┌─ Data extract
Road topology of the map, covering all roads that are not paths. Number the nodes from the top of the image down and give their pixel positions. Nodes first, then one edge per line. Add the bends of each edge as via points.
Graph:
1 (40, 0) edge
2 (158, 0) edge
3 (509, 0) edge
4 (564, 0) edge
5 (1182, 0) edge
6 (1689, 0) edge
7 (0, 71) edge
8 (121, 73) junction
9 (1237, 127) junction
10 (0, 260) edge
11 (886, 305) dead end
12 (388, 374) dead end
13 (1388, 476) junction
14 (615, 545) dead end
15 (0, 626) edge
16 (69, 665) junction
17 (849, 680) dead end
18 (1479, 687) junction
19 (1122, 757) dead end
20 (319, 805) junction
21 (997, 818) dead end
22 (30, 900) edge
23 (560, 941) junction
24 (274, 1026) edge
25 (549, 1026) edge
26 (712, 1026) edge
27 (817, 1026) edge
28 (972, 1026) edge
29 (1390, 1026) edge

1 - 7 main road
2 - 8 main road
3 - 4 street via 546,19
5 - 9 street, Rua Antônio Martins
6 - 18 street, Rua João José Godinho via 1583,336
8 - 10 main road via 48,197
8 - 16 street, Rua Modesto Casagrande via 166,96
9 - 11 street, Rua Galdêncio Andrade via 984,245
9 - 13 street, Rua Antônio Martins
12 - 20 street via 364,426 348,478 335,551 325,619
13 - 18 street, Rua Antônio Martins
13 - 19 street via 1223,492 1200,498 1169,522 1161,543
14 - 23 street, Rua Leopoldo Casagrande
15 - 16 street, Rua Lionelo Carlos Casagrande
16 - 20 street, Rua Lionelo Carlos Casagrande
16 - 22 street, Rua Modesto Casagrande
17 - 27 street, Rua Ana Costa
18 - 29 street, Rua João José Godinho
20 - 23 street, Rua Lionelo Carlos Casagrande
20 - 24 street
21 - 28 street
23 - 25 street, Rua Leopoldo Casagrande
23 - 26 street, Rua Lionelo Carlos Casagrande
└─
Your reply should consist of all the records, restated exactly.

# Result for this task:
Road topology of the map, covering all roads that are not paths. Number the nodes from the top of the image down and give their pixel positions. Nodes first, then one edge per line. Add the bends of each edge as via points.
Graph:
1 (40, 0) edge
2 (158, 0) edge
3 (509, 0) edge
4 (564, 0) edge
5 (1182, 0) edge
6 (1689, 0) edge
7 (0, 71) edge
8 (121, 73) junction
9 (1237, 127) junction
10 (0, 260) edge
11 (886, 305) dead end
12 (388, 374) dead end
13 (1388, 476) junction
14 (615, 545) dead end
15 (0, 626) edge
16 (69, 665) junction
17 (849, 680) dead end
18 (1479, 687) junction
19 (1122, 757) dead end
20 (319, 805) junction
21 (997, 818) dead end
22 (30, 900) edge
23 (560, 941) junction
24 (274, 1026) edge
25 (549, 1026) edge
26 (712, 1026) edge
27 (817, 1026) edge
28 (972, 1026) edge
29 (1390, 1026) edge

1 - 7 main road
2 - 8 main road
3 - 4 street via 546,19
5 - 9 street, Rua Antônio Martins
6 - 18 street, Rua João José Godinho via 1583,336
8 - 10 main road via 48,197
8 - 16 street, Rua Modesto Casagrande via 166,96
9 - 11 street, Rua Galdêncio Andrade via 984,245
9 - 13 street, Rua Antônio Martins
12 - 20 street via 364,426 348,478 335,551 325,619
13 - 18 street, Rua Antônio Martins
13 - 19 street via 1223,492 1200,498 1169,522 1161,543
14 - 23 street, Rua Leopoldo Casagrande
15 - 16 street, Rua Lionelo Carlos Casagrande
16 - 20 street, Rua Lionelo Carlos Casagrande
16 - 22 street, Rua Modesto Casagrande
17 - 27 street, Rua Ana Costa
18 - 29 street, Rua João José Godinho
20 - 23 street, Rua Lionelo Carlos Casagrande
20 - 24 street
21 - 28 street
23 - 25 street, Rua Leopoldo Casagrande
23 - 26 street, Rua Lionelo Carlos Casagrande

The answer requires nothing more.